When the string "Left" appears in a line of the records, show the whole line.

··· Given entries ···

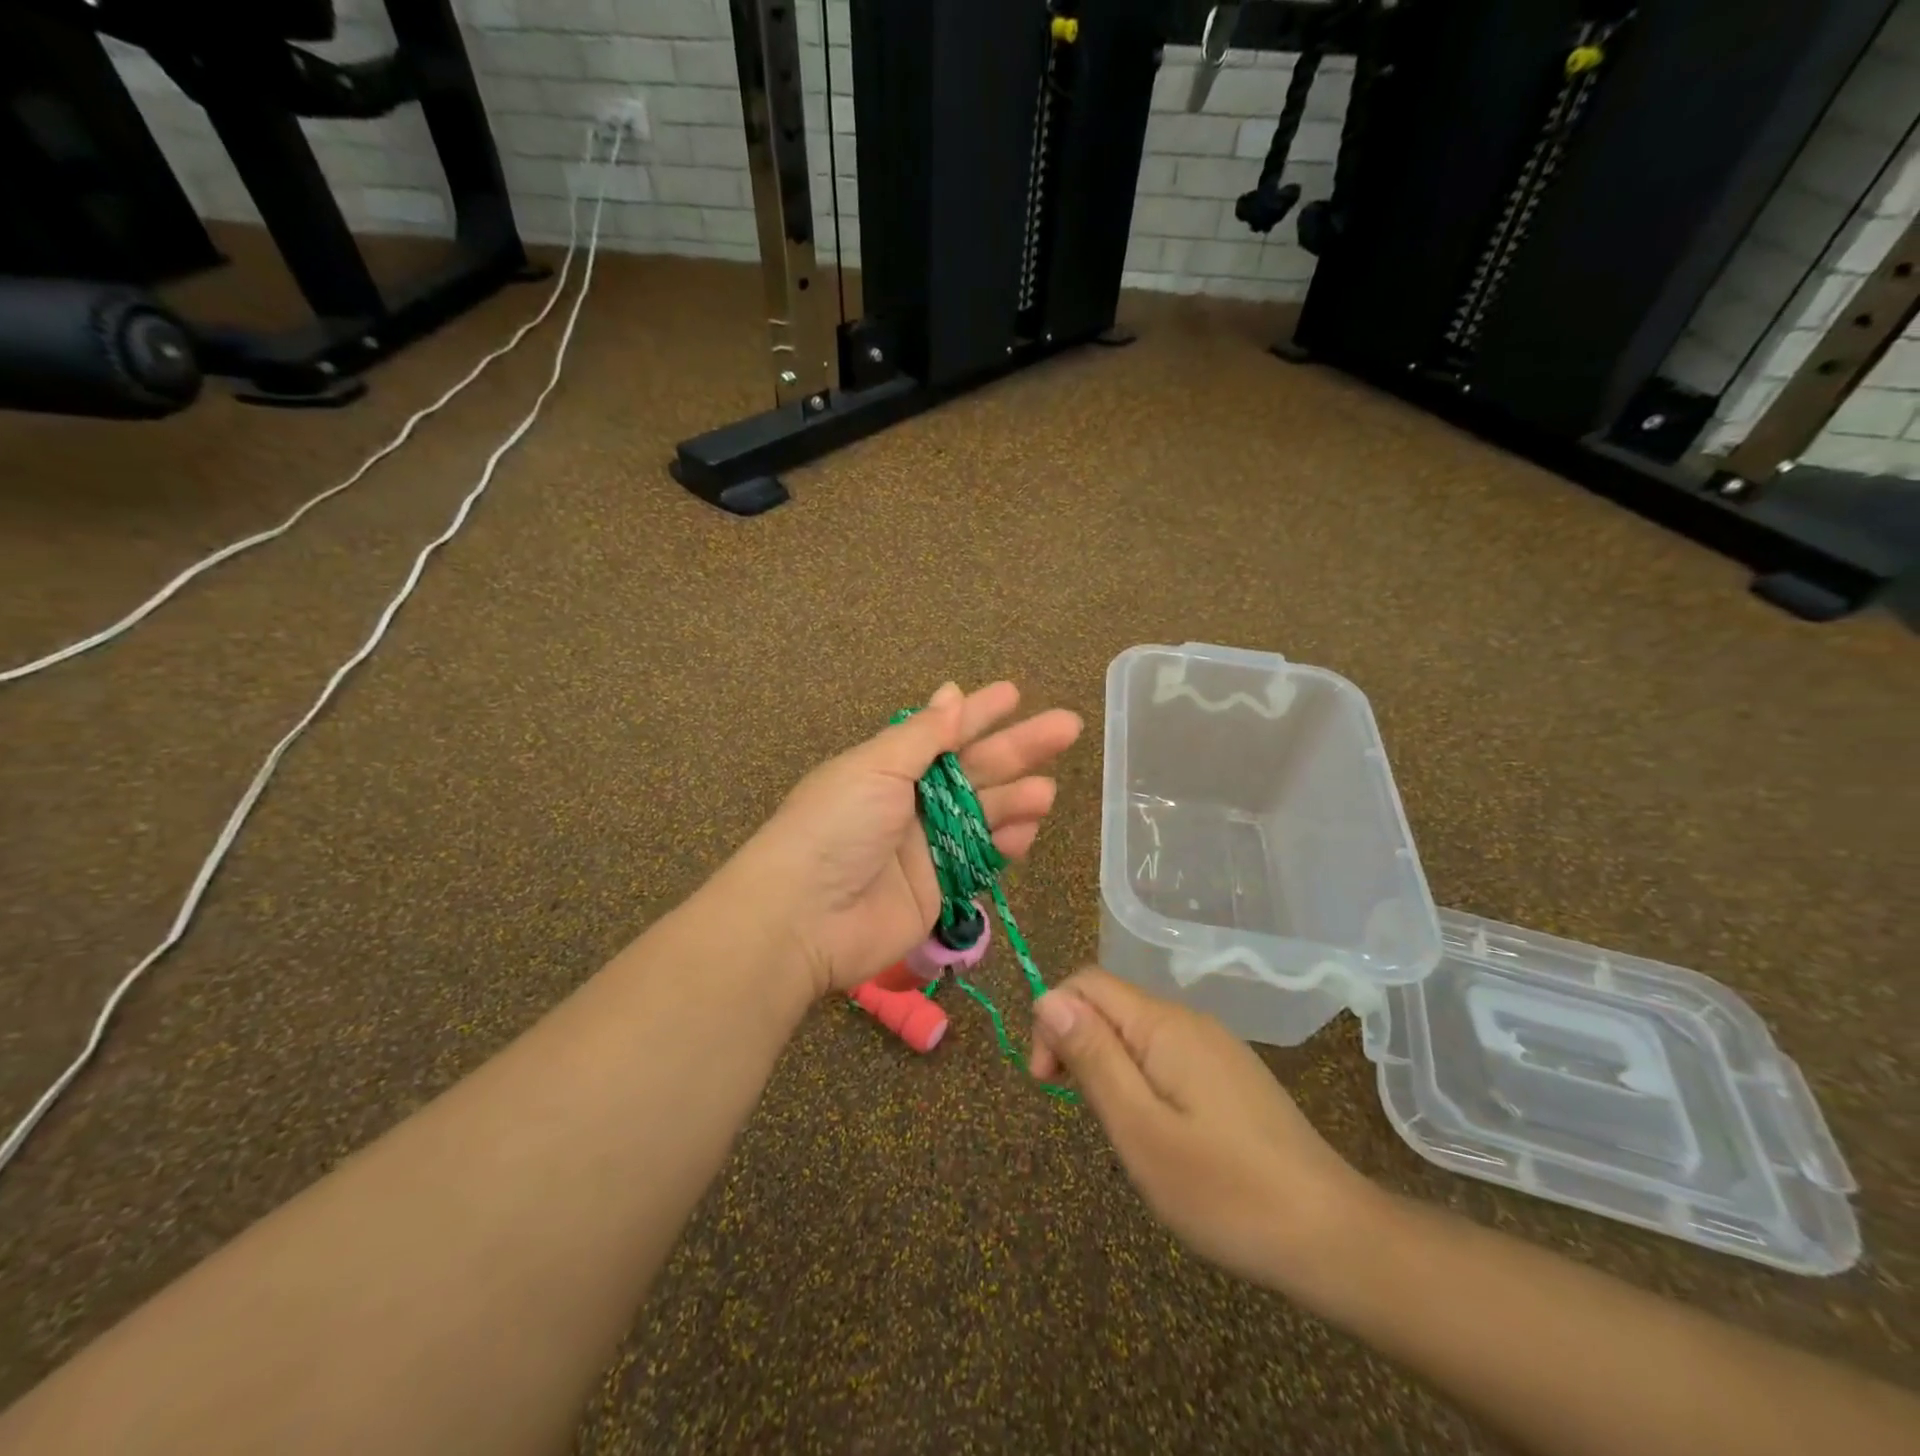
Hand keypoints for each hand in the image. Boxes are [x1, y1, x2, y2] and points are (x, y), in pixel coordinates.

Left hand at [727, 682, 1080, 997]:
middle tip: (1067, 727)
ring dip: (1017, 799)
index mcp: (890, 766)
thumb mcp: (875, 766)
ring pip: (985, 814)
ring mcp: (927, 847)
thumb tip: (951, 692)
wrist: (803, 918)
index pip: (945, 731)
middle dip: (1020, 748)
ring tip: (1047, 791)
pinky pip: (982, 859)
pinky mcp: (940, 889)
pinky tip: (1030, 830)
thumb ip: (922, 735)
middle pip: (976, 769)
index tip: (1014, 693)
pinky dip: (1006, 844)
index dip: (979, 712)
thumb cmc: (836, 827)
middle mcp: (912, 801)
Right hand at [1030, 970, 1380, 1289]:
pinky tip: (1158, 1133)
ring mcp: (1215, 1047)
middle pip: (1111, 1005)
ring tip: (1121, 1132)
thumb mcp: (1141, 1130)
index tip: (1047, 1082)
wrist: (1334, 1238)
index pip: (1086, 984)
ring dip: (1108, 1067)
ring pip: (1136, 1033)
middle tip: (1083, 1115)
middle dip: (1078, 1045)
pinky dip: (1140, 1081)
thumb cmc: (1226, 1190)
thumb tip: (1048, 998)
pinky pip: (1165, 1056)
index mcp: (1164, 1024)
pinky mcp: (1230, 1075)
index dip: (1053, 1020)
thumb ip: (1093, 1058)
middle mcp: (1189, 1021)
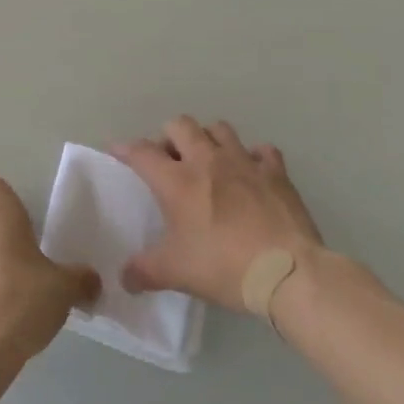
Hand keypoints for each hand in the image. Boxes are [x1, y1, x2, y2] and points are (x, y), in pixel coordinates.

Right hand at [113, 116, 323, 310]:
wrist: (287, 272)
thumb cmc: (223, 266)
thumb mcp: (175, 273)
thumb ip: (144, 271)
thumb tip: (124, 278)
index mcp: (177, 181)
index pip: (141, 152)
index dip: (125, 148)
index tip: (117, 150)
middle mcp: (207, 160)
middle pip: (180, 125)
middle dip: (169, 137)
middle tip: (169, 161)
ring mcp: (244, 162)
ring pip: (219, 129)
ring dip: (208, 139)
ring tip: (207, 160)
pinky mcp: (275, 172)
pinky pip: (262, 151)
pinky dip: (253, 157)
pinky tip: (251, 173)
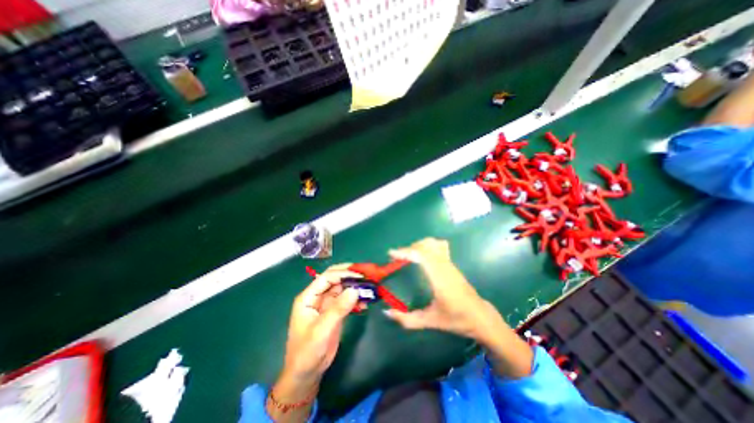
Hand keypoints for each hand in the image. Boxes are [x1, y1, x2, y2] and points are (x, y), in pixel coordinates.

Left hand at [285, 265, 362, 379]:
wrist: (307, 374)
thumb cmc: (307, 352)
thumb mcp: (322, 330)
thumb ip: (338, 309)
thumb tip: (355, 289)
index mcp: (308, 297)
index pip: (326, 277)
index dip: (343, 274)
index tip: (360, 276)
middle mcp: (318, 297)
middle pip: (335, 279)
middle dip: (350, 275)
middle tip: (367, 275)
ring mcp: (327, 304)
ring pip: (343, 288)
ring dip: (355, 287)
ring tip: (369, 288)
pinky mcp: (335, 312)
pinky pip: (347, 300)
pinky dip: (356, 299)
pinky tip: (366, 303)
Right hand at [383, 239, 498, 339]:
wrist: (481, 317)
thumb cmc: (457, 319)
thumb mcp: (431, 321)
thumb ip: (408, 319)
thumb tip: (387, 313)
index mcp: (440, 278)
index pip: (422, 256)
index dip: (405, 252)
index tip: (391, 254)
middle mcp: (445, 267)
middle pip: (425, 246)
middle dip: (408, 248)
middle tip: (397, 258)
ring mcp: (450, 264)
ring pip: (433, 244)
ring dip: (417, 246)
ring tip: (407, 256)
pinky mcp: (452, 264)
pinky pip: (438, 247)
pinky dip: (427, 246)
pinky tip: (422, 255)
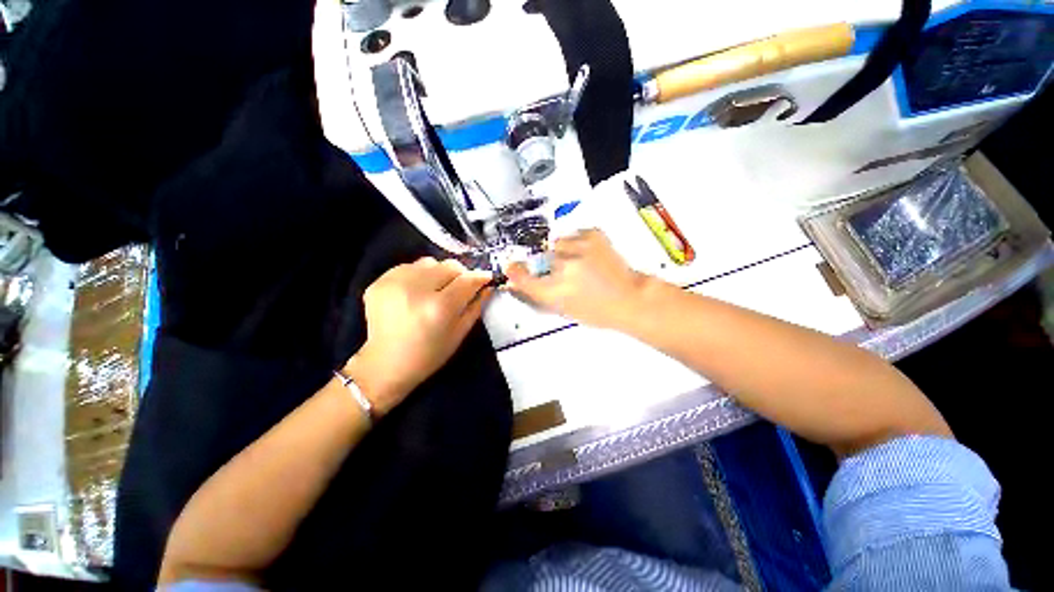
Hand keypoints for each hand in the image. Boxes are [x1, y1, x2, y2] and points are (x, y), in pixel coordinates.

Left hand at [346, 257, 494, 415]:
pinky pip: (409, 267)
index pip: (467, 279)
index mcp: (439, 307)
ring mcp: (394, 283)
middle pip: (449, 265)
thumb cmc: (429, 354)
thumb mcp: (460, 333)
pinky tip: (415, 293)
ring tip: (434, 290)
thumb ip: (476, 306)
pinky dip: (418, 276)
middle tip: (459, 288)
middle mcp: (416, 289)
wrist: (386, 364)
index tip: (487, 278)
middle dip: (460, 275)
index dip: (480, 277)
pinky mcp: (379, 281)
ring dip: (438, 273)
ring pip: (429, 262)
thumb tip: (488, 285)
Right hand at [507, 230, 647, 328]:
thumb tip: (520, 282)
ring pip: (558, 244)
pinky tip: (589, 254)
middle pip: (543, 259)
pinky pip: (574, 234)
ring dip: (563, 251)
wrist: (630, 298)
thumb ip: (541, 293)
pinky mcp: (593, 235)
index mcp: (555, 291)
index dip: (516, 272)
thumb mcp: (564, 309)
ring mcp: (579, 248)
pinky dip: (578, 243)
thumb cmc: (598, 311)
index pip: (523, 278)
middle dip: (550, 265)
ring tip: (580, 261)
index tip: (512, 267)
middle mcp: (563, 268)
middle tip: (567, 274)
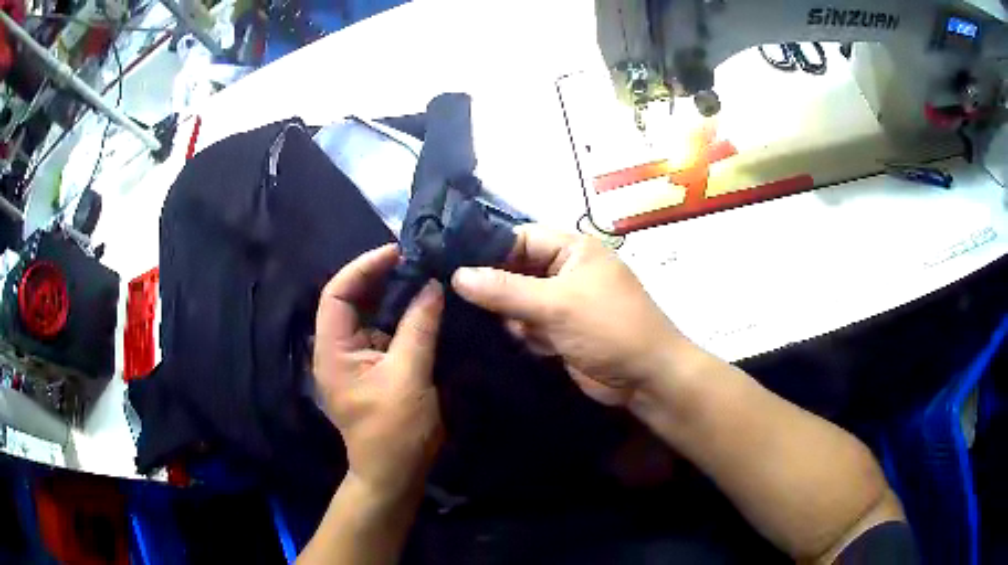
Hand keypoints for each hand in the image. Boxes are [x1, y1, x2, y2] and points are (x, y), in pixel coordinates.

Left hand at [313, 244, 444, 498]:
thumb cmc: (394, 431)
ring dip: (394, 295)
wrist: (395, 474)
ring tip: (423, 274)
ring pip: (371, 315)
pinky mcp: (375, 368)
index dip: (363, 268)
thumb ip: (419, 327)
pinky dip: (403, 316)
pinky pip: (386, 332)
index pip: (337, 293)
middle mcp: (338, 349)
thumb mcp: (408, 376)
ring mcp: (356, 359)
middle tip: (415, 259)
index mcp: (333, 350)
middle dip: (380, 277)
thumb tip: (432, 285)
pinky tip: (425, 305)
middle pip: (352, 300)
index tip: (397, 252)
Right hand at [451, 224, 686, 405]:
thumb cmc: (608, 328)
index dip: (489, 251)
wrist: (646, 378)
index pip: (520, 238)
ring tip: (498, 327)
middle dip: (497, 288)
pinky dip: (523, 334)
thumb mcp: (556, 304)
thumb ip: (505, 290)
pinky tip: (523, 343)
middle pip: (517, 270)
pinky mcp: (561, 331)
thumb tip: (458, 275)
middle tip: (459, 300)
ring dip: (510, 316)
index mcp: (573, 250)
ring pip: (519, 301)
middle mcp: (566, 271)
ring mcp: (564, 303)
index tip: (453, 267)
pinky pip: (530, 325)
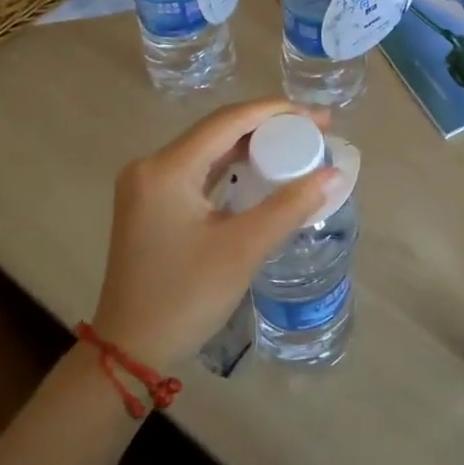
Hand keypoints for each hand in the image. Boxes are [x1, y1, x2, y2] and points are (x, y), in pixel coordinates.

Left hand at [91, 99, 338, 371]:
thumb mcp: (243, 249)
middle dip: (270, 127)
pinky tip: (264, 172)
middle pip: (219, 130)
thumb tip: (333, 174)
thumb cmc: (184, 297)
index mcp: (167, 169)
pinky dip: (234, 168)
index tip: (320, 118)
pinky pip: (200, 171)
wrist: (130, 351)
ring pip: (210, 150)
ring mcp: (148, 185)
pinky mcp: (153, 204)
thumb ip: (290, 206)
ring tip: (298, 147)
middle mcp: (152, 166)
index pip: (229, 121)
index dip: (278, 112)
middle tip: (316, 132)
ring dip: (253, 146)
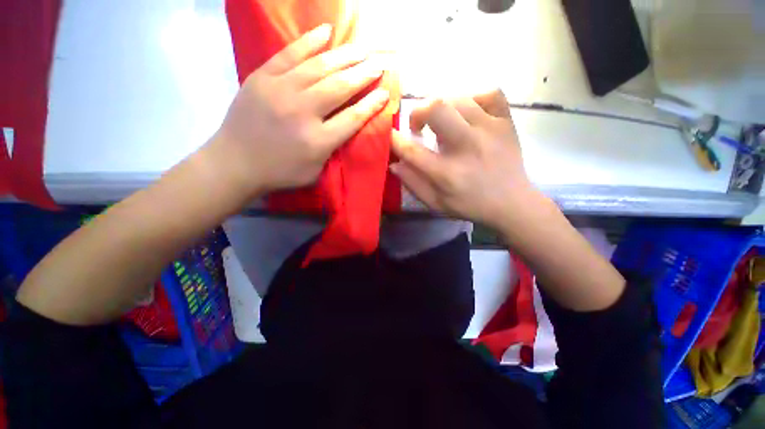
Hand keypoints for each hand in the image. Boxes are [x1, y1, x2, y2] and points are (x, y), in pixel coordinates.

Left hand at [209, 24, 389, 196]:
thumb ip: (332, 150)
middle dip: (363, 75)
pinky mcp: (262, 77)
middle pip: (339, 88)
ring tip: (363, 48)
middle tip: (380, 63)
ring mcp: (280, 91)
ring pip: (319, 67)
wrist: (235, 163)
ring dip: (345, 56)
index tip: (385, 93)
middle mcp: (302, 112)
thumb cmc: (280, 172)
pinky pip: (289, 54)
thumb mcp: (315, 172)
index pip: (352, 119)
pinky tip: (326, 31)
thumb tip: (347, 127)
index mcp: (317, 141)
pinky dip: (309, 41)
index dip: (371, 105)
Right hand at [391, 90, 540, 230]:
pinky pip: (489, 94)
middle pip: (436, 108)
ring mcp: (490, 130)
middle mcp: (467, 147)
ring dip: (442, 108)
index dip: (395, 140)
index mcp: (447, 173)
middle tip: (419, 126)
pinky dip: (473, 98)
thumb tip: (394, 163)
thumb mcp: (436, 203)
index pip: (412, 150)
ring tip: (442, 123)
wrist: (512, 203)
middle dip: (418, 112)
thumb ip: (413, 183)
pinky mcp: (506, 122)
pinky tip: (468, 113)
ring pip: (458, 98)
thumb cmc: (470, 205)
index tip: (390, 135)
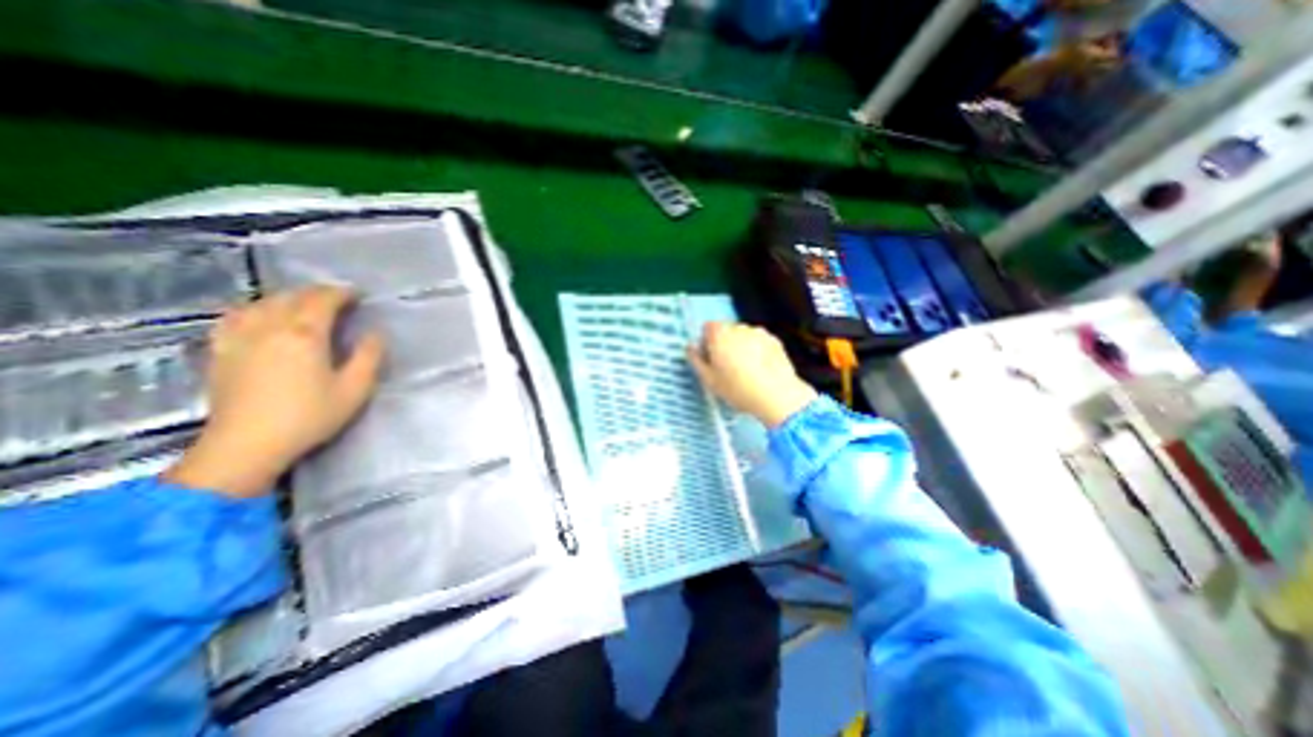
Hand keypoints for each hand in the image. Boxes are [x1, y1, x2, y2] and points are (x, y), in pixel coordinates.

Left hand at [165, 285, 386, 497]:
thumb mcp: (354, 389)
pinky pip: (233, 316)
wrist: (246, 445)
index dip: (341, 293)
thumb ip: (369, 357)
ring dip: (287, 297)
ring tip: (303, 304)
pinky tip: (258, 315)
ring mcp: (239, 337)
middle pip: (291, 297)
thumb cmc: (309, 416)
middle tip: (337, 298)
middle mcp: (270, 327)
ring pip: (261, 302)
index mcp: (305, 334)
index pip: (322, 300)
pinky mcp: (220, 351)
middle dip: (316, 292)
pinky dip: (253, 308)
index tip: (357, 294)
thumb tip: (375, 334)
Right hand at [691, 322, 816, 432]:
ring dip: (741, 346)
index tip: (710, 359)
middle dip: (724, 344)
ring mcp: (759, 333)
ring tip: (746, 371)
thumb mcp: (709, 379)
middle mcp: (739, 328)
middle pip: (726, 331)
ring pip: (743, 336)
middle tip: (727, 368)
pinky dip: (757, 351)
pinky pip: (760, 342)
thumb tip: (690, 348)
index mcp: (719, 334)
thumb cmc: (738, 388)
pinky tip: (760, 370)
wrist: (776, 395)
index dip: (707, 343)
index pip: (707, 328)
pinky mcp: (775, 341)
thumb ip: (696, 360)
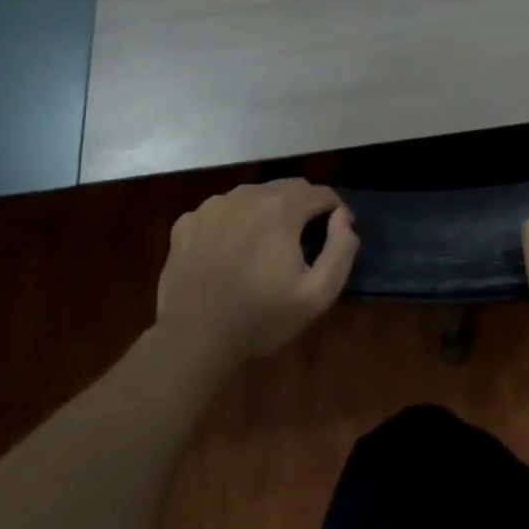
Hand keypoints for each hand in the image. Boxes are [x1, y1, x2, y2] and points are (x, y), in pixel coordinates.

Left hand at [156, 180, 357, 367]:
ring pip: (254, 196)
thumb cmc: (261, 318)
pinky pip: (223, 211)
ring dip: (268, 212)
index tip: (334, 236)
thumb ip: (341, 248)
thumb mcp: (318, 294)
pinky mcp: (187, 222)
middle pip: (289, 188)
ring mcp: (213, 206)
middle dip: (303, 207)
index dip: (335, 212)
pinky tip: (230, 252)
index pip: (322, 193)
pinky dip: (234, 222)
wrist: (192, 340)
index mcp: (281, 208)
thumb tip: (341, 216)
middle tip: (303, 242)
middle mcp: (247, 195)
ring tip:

···

● **Solution for this problem**
Left hand at [727, 682, 1080, 997]:
Left hand at [285, 265, 362, 379]:
Left hand at [346, 257, 494, 415]:
Left hand at [313, 244, 444, 498]:
Left hand at [91, 99, 338, 371]:
Left hand at [209, 24, 389, 196]:
Left hand at [165, 285, 386, 497]:
Left hand at [156, 180, 357, 367]:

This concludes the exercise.